Data records:
- - - - -

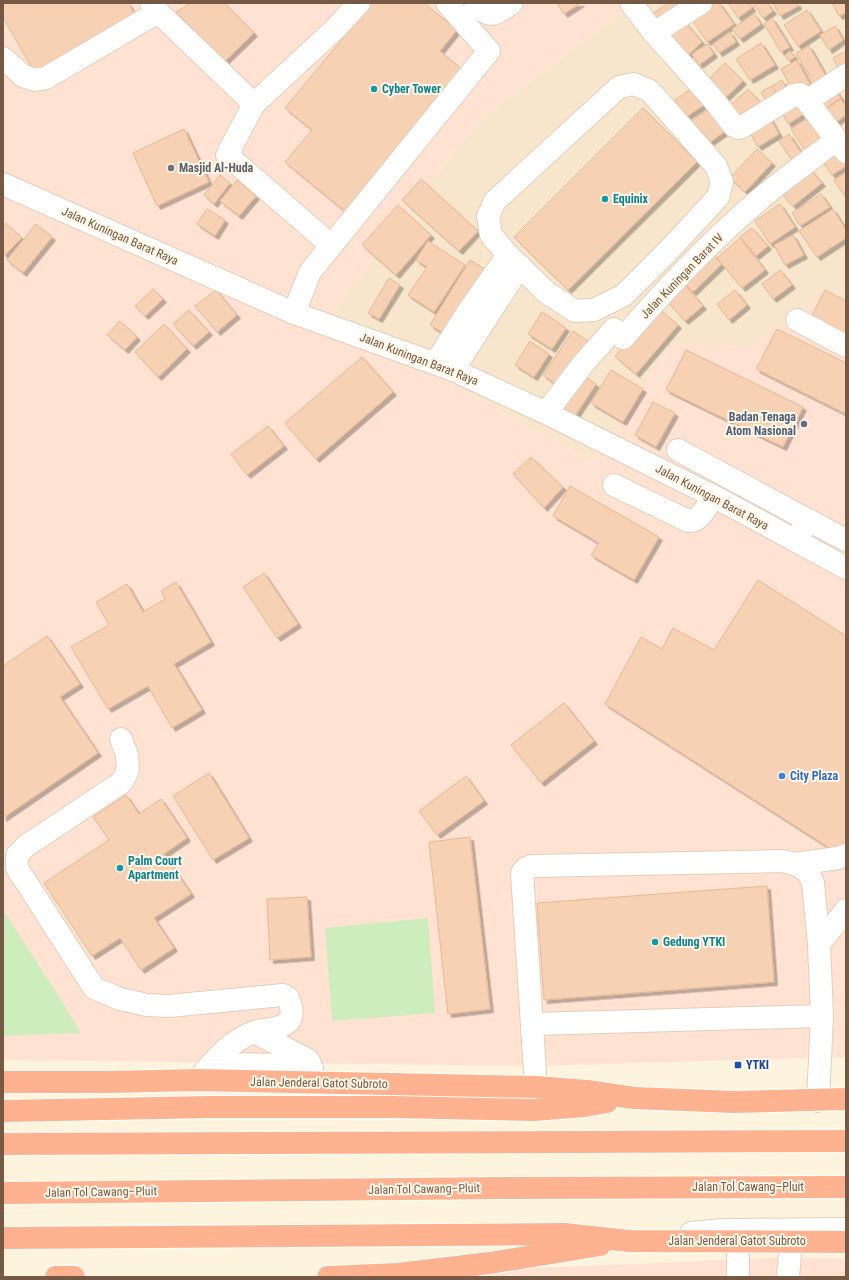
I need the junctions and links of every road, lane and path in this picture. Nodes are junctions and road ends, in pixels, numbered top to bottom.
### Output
1 (359, 3) edge
2 (447, 3) edge
3 (475, 3) edge
4 (512, 3) edge
5 (632, 3) edge
6 (701, 3) edge
7 (155, 7) edge
8 (654, 33) junction
9 (3, 58) edge
10 (846, 75) edge
11 (807, 101) junction
12 (254, 104) junction
13 (842, 147) edge
14 (3, 184) edge
15 (332, 246) junction
16 (514, 260) junction
17 (294, 313) junction
18 (797, 320) dead end
19 (846, 346) edge
20 (444, 367) junction
21 (546, 413) junction
22 (678, 450) dead end
23 (614, 485) dead end
24 (713, 496) junction
25 (808, 520) junction
26 (846, 540) edge
27 (796, 542) junction
28 (846, 568) edge
29 (121, 739) dead end
30 (846, 855) edge
31 (794, 864) junction
32 (846, 910) edge
33 (819, 944) junction
34 (822, 1016) junction
35 (533, 1024) junction
36 (254, 1032) junction
37 (202, 1075) junction
38 (314, 1076) junction
39 (3, 1082) edge
40 (536, 1087) junction
41 (634, 1098) junction
42 (846, 1099) edge
43 (818, 1101) junction
44 (3, 1112) edge
45 (846, 1141) edge
46 (3, 1144) edge
47 (846, 1187) edge
48 (3, 1193) edge
49 (846, 1229) edge
50 (3, 1238) edge
51 (628, 1241) junction
52 (738, 1241) junction
53 (791, 1241) junction
54 (846, 1242) edge
55 (56, 1277) edge
56 (65, 1277) edge
57 (74, 1277) edge
58 (328, 1277) edge
59 (738, 1277) edge
60 (788, 1277) edge

1 - 12 street
2 - 15 street
3 - 4 street
5 - 8 street
6 - 8 street
7 - 9 street
7 - 12 street
8 - 11 street
10 - 11 street
11 - 13 street, Jalan Kuningan Barat IV
12 - 15 street
13 - 21 street, Jalan Kuningan Barat IV
14 - 17 street, Jalan Kuningan Barat Raya
15 - 17 street
16 - 16 street
16 - 20 street
17 - 20 street, Jalan Kuningan Barat Raya
18 - 19 street
20 - 21 street, Jalan Kuningan Barat Raya
21 - 24 street, Jalan Kuningan Barat Raya
22 - 25 street
23 - 24 street
24 - 27 street, Jalan Kuningan Barat Raya
25 - 26 street
25 - 27 street
27 - 28 street, Jalan Kuningan Barat Raya
29 - 36 street
30 - 31 street
31 - 33 street
31 - 35 street
32 - 33 street
33 - 34 street
34 - 35 street
34 - 43 street
35 - 40 street
36 - 37 street
36 - 38 street
37 - 38 highway, Jalan Jenderal Gatot Subroto
37 - 39 highway, Jalan Jenderal Gatot Subroto
38 - 40 highway, Jalan Jenderal Gatot Subroto
40 - 41 highway, Jalan Jenderal Gatot Subroto
41 - 43 highway, Jalan Jenderal Gatot Subroto
41 - 44 highway, Jalan Jenderal Gatot Subroto
42 - 43 highway, Jalan Jenderal Gatot Subroto
45 - 46 highway
47 - 48 highway, Jalan Tol Cawang–Pluit
49 - 51 street
50 - 51 highway, Jalan Jenderal Gatot Subroto
51 - 52 highway, Jalan Jenderal Gatot Subroto
51 - 58 highway, Jalan Jenderal Gatot Subroto
52 - 53 highway, Jalan Jenderal Gatot Subroto
52 - 59 street
53 - 54 highway, Jalan Jenderal Gatot Subroto
53 - 60 street
55 - 56 highway
56 - 57 highway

- - - - -

> [Instructions to follow]:
The entries are to be copied exactly, and each image is to be omitted.

> [The answer]:
I need the junctions and links of every road, lane and path in this picture. Nodes are junctions and road ends, in pixels, numbered top to bottom.
### Output
1 (359, 3) edge
2 (447, 3) edge
3 (475, 3) edge
4 (512, 3) edge
5 (632, 3) edge
6 (701, 3) edge
7 (155, 7) edge
8 (654, 33) junction
9 (3, 58) edge
10 (846, 75) edge
11 (807, 101) junction
12 (254, 104) junction
13 (842, 147) edge
14 (3, 184) edge
15 (332, 246) junction
16 (514, 260) junction
17 (294, 313) junction
18 (797, 320) dead end
19 (846, 346) edge
20 (444, 367) junction
21 (546, 413) junction
22 (678, 450) dead end
23 (614, 485) dead end
24 (713, 496) junction
25 (808, 520) junction
26 (846, 540) edge
27 (796, 542) junction
28 (846, 568) edge
29 (121, 739) dead end
30 (846, 855) edge
31 (794, 864) junction
32 (846, 910) edge
33 (819, 944) junction
34 (822, 1016) junction
35 (533, 1024) junction
36 (254, 1032) junction
37 (202, 1075) junction
38 (314, 1076) junction
39 (3, 1082) edge
40 (536, 1087) junction
41 (634, 1098) junction
42 (846, 1099) edge
43 (818, 1101) junction
44 (3, 1112) edge
45 (846, 1141) edge
46 (3, 1144) edge
47 (846, 1187) edge
48 (3, 1193) edge
49 (846, 1229) edge
50 (3, 1238) edge
51 (628, 1241) junction
52 (738, 1241) junction
53 (791, 1241) junction
54 (846, 1242) edge
55 (56, 1277) edge
56 (65, 1277) edge
57 (74, 1277) edge
58 (328, 1277) edge
59 (738, 1277) edge
60 (788, 1277) edge

1 - 12 street
2 - 15 street
3 - 4 street
5 - 8 street
6 - 8 street
7 - 9 street
7 - 12 street
8 - 11 street
10 - 11 street
11 - 13 street, Jalan Kuningan Barat IV
12 - 15 street
13 - 21 street, Jalan Kuningan Barat IV
14 - 17 street, Jalan Kuningan Barat Raya
15 - 17 street
16 - 16 street
16 - 20 street
17 - 20 street, Jalan Kuningan Barat Raya
18 - 19 street
20 - 21 street, Jalan Kuningan Barat Raya
21 - 24 street, Jalan Kuningan Barat Raya
22 - 25 street
23 - 24 street
24 - 27 street, Jalan Kuningan Barat Raya
25 - 26 street
25 - 27 street
27 - 28 street, Jalan Kuningan Barat Raya
29 - 36 street
30 - 31 street
31 - 33 street
31 - 35 street
32 - 33 street
33 - 34 street
34 - 35 street
34 - 43 street
35 - 40 street
36 - 37 street
36 - 38 street
37 - 38 highway, Jalan Jenderal Gatot Subroto
37 - 39 highway, Jalan Jenderal Gatot Subroto
38 - 40 highway, Jalan Jenderal Gatot Subroto
40 - 41 highway, Jalan Jenderal Gatot Subroto
41 - 43 highway, Jalan Jenderal Gatot Subroto
41 - 44 highway, Jalan Jenderal Gatot Subroto
42 - 43 highway, Jalan Jenderal Gatot Subroto
45 - 46 highway
47 - 48 highway, Jalan Tol Cawang–Pluit
49 - 51 street
50 - 51 highway, Jalan Jenderal Gatot Subroto
51 - 52 highway, Jalan Jenderal Gatot Subroto
51 - 58 highway, Jalan Jenderal Gatot Subroto
52 - 53 highway, Jalan Jenderal Gatot Subroto
52 - 59 street
53 - 54 highway, Jalan Jenderal Gatot Subroto
53 - 60 street
55 - 56 highway
56 - 57 highway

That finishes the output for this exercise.